Submission for Music In Architecture / Architecture In Music, University of Texas at Austin
With Michael Abrahamson, Jacob Chandler, Amie Morrison, and David Koenig
What music and architecture have in common are their similarly mediated patterns of production. They utilize standardized forms of notation through which others produce a work. In both disciplines, notation enables communication between designer (composer or architect) and maker (musician or constructor). For this project, participants have selected five abstract photographs, from each of which a musical movement and an architectural construct are formulated. These arbitrary starting points were treated by both composers and designers as undisciplined forms of notation. Group members simultaneously explored the capacity of music and architecture can emerge from such raw material, and have juxtaposed the results.
Where music and architecture differ is in their ability to communicate completeness at a glance. Architectural drawings – floor plans, section cuts and elevations – permit the viewer an all-encompassing orthographic viewpoint, a form of synoptic representation. They are representations not of what tasks must be undertaken, but what end product must be created. There are inherent limits to the amount of information that can be conveyed about a building through a drawing on a sheet of paper, but both architects and laypeople have come to accept two-dimensional drawings as “complete” illustrations of a building. Architecture has become something that we expect to be able to understand at a glance. Musical scores, by contrast, are inherently sequential and procedural. Only a very experienced musician or composer can look at a page of music and perceive its acoustical characteristics without a conscious process of translation or interpretation. What if one were able to represent a musical composition synoptically? By contrast, what effects would an architecture composed through sequences and procedures achieve? Using similar propositions, this project hopes to have implications for both disciplines.
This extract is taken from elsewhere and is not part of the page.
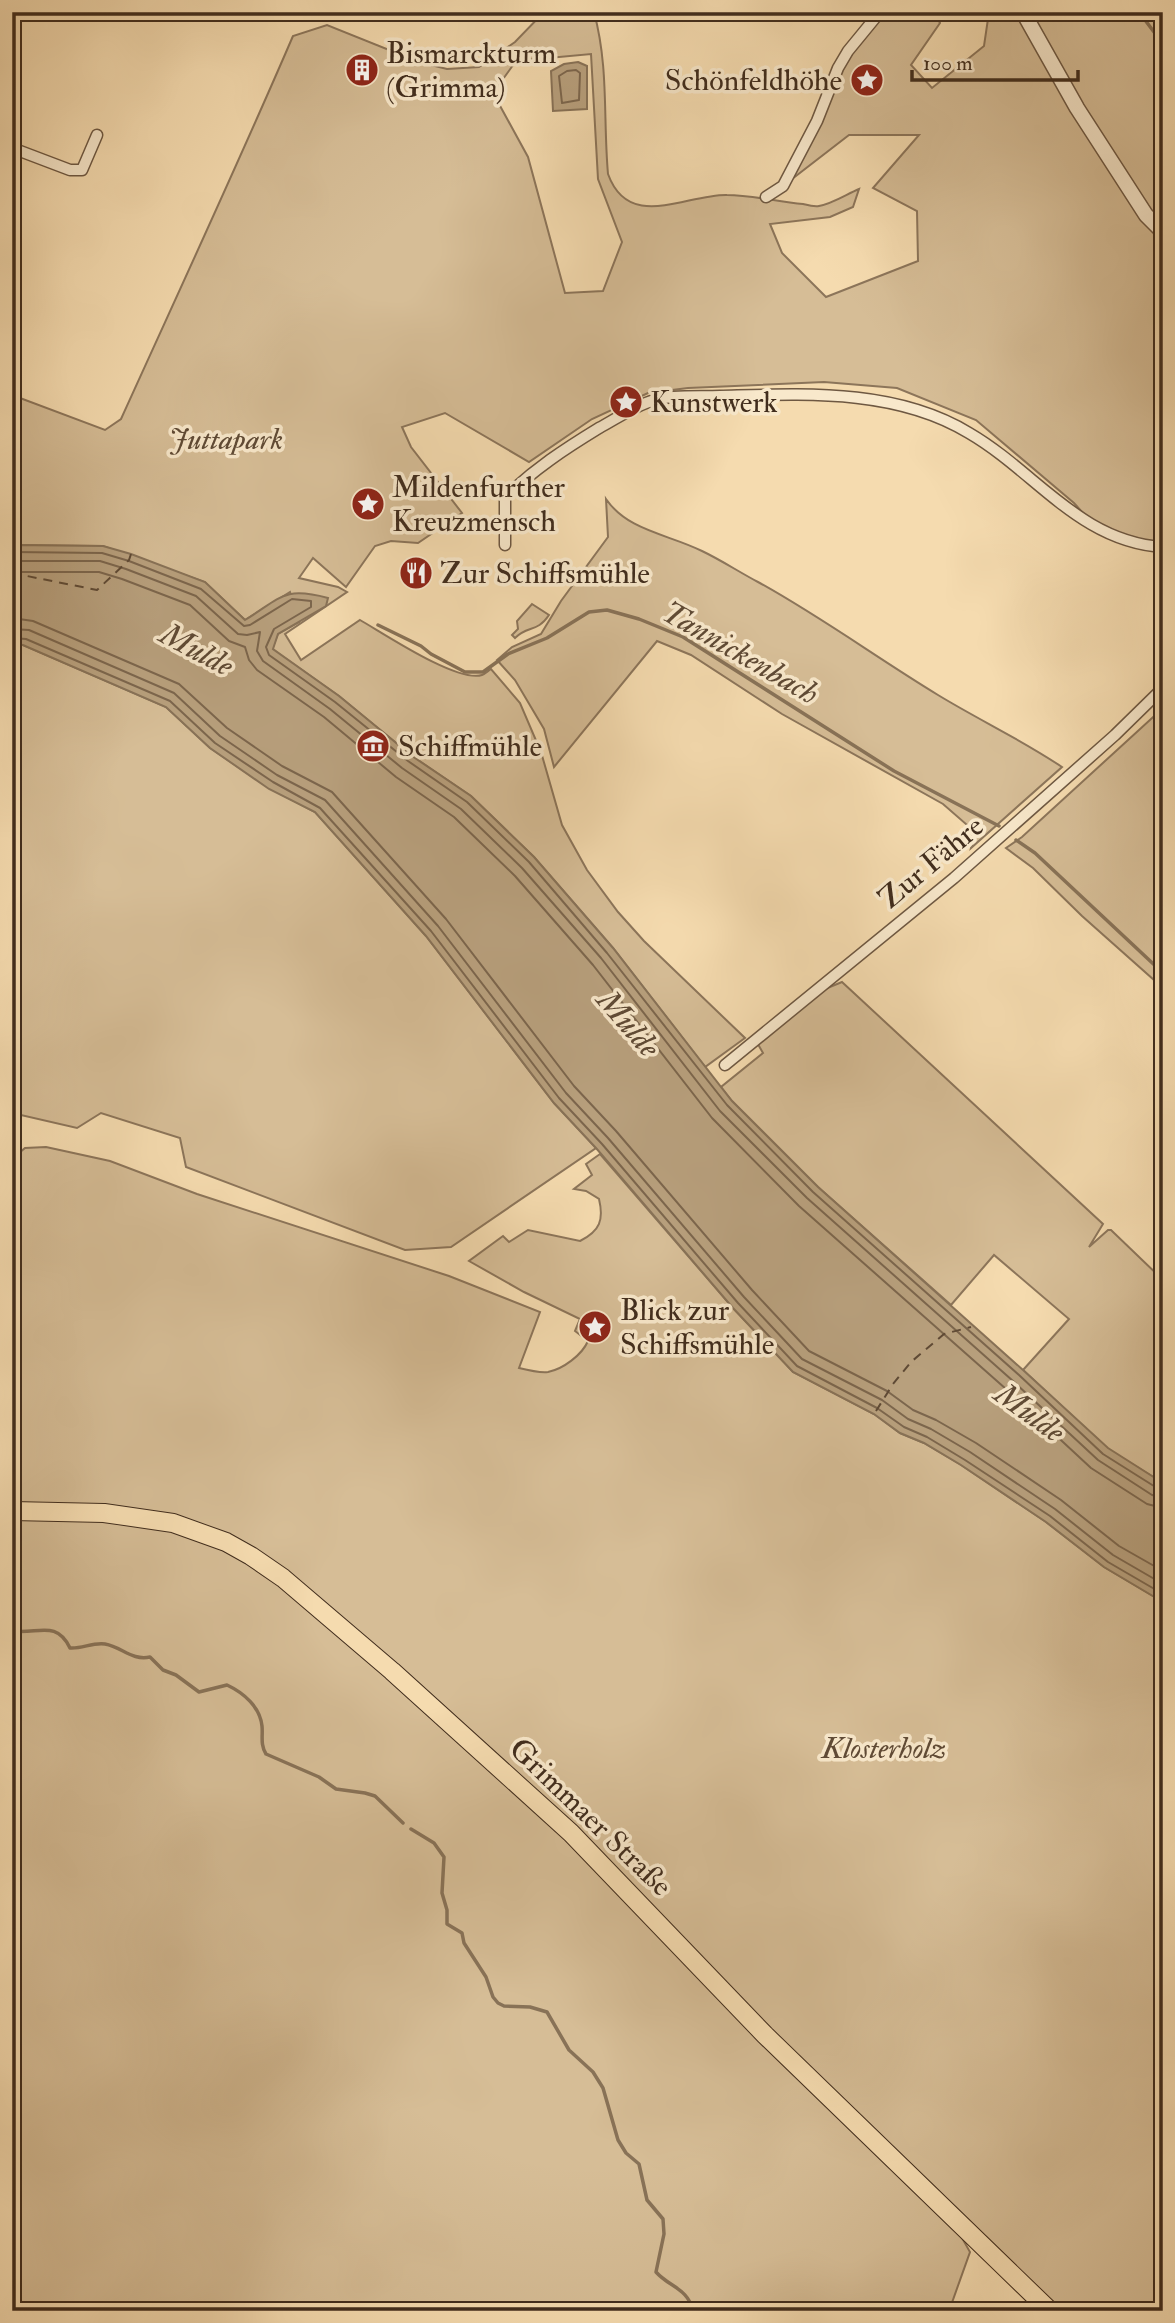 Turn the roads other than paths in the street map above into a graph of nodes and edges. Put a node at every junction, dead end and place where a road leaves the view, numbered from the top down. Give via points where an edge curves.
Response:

Alternatives to traditional notation are only truly necessary for music that cannot adequately be expressed by traditional notation. However, it is possible to augment traditional notation with the further expression of spectra. The only spectrum typically expressed in music is the spectrum of dynamics. Pitch, rhythm and articulation all have determinate means of expression, but dynamics, expressed by symbols such as mp, set up an indeterminate system in which the outcome is based solely on the performer’s individual internalized spectrum of volume. There are other spectra that could be expressed in this manner; the compositions for this project take on the following spectra: dry/wet, bassiness/trebliness, intensity, distortion, vibrato. Because of their interconnection, the music and architecture will be created as a total work of art, a distinctive one-time happening. The length and co-dependence of these movements and constructs requires that the creation of this Gesamtkunstwerk will take place at a satellite location before the symposium. The performance will be documented and exhibited as a selection of materials and documentary video.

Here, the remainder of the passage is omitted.